§ **DATA**:
________________________
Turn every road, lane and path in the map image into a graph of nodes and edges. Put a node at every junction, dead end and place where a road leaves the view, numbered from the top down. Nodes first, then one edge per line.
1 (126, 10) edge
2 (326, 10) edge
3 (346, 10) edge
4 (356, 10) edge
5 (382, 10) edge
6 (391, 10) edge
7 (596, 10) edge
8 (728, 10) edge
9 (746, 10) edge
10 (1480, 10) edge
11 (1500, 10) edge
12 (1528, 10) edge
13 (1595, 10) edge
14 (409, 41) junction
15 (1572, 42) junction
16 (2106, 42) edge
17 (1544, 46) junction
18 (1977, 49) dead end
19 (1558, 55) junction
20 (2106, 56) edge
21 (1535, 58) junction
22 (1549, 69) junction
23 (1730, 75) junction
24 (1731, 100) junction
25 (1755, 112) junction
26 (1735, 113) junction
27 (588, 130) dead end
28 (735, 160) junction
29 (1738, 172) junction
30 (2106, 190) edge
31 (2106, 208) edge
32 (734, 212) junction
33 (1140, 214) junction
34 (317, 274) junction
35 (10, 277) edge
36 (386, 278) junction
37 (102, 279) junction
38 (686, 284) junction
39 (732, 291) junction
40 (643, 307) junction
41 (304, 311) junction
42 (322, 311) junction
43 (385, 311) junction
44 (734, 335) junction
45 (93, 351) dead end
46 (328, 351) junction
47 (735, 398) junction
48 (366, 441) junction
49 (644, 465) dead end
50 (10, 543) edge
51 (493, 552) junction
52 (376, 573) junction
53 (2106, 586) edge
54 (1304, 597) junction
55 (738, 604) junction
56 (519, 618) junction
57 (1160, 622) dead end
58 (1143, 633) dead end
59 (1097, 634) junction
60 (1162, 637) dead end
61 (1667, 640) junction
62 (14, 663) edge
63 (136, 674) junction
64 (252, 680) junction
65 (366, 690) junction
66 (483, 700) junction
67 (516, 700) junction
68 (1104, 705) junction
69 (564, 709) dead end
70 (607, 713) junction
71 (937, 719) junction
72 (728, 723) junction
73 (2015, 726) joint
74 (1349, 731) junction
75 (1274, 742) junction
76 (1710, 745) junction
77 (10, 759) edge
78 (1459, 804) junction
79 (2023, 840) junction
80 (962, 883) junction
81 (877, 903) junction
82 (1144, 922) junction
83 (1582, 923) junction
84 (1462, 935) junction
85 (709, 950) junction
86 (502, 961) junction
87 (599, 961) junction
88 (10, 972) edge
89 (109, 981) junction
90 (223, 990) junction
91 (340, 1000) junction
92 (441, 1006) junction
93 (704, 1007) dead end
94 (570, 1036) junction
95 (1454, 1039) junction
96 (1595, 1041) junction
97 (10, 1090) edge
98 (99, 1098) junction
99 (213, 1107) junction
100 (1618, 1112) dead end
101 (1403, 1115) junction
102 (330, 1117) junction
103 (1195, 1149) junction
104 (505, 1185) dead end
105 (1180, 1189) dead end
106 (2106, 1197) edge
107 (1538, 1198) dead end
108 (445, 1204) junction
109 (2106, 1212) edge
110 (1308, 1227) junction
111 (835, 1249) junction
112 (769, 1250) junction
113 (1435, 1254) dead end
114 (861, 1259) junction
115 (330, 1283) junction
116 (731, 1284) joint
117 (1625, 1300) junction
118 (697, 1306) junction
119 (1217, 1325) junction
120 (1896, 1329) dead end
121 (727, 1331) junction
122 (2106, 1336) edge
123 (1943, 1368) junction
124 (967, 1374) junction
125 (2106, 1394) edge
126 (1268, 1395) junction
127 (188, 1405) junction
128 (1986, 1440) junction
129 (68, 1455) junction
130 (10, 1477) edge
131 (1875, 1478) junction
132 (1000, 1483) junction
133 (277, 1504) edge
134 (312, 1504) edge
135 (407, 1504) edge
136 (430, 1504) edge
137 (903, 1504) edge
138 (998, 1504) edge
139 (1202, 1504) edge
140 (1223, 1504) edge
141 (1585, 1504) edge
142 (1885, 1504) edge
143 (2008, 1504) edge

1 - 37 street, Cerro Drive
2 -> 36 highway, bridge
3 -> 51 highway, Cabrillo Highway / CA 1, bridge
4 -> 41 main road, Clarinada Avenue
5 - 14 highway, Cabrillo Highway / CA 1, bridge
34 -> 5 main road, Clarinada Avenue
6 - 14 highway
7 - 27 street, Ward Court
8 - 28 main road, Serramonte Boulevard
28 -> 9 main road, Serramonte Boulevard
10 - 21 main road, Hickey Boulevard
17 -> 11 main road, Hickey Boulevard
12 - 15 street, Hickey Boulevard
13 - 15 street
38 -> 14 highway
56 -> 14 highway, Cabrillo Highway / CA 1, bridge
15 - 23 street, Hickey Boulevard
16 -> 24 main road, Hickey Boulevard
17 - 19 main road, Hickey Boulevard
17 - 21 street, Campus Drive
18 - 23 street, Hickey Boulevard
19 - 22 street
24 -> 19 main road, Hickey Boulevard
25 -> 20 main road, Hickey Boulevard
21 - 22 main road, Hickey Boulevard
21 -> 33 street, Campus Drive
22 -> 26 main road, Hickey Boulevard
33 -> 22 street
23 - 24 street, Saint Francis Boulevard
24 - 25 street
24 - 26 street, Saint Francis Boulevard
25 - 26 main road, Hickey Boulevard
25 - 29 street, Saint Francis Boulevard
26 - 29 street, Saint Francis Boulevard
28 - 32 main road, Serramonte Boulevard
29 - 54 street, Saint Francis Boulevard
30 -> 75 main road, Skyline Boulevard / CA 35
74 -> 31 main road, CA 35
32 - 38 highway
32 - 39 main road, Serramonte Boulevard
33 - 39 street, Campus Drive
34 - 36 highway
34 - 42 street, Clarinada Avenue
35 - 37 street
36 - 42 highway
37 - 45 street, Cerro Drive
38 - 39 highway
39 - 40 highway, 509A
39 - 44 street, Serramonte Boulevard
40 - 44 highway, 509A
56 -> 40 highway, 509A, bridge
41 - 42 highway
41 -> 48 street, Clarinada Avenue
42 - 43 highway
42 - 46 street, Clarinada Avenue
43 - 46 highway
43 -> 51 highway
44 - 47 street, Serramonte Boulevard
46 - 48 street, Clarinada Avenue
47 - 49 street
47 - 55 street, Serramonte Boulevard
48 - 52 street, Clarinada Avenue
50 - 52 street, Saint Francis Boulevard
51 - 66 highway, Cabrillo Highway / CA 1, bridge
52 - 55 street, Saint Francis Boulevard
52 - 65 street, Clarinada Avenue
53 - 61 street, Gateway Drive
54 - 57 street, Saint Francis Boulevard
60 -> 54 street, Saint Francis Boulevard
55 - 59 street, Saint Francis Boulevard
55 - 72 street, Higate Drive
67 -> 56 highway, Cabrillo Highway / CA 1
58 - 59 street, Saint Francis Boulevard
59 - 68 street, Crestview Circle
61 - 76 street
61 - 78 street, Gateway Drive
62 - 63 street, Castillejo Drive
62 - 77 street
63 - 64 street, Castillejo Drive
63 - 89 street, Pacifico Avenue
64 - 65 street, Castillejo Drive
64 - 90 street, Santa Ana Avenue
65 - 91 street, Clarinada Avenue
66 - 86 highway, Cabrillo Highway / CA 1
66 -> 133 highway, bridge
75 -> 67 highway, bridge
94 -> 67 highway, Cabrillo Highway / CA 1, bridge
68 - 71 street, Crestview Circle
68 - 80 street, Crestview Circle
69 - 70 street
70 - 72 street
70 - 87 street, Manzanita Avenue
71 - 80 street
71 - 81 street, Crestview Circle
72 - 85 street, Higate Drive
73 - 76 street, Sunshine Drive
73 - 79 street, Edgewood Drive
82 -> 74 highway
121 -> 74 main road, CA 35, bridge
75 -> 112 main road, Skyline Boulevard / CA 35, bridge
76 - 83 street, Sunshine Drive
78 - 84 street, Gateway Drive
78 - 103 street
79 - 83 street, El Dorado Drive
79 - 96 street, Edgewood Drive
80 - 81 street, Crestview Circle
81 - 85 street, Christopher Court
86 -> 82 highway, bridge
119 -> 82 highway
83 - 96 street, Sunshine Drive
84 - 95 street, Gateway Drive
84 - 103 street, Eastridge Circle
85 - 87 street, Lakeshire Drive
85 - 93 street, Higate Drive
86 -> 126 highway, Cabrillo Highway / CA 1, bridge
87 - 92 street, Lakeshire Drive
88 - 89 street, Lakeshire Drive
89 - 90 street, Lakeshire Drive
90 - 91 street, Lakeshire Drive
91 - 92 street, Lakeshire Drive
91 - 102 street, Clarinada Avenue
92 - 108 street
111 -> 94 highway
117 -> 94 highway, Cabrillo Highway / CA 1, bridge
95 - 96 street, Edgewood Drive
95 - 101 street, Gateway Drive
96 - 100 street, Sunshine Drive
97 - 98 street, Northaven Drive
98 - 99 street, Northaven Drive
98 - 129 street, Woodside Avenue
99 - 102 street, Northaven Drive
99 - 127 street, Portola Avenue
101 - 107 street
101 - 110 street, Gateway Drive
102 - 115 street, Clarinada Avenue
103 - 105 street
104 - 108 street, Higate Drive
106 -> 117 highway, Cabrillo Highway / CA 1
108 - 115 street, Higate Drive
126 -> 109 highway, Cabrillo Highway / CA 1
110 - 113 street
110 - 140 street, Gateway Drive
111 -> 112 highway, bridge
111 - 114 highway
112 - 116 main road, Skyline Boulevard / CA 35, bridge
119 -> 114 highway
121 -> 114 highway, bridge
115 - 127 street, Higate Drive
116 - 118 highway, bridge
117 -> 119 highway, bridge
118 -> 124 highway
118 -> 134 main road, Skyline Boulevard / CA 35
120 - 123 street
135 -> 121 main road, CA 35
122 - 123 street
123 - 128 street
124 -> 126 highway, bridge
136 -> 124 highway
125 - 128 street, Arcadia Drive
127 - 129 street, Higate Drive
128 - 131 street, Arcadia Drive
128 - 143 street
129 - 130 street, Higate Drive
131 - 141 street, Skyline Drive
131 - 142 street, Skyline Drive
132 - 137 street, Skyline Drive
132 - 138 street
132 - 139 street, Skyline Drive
________________________
§ **THE PROBLEM**:
In the records above, find the lines holding "Circle". Copy each one.

§ **TASK ANSWER**:
59 - 68 street, Crestview Circle
68 - 71 street, Crestview Circle
68 - 80 street, Crestview Circle
71 - 81 street, Crestview Circle
80 - 81 street, Crestview Circle
84 - 103 street, Eastridge Circle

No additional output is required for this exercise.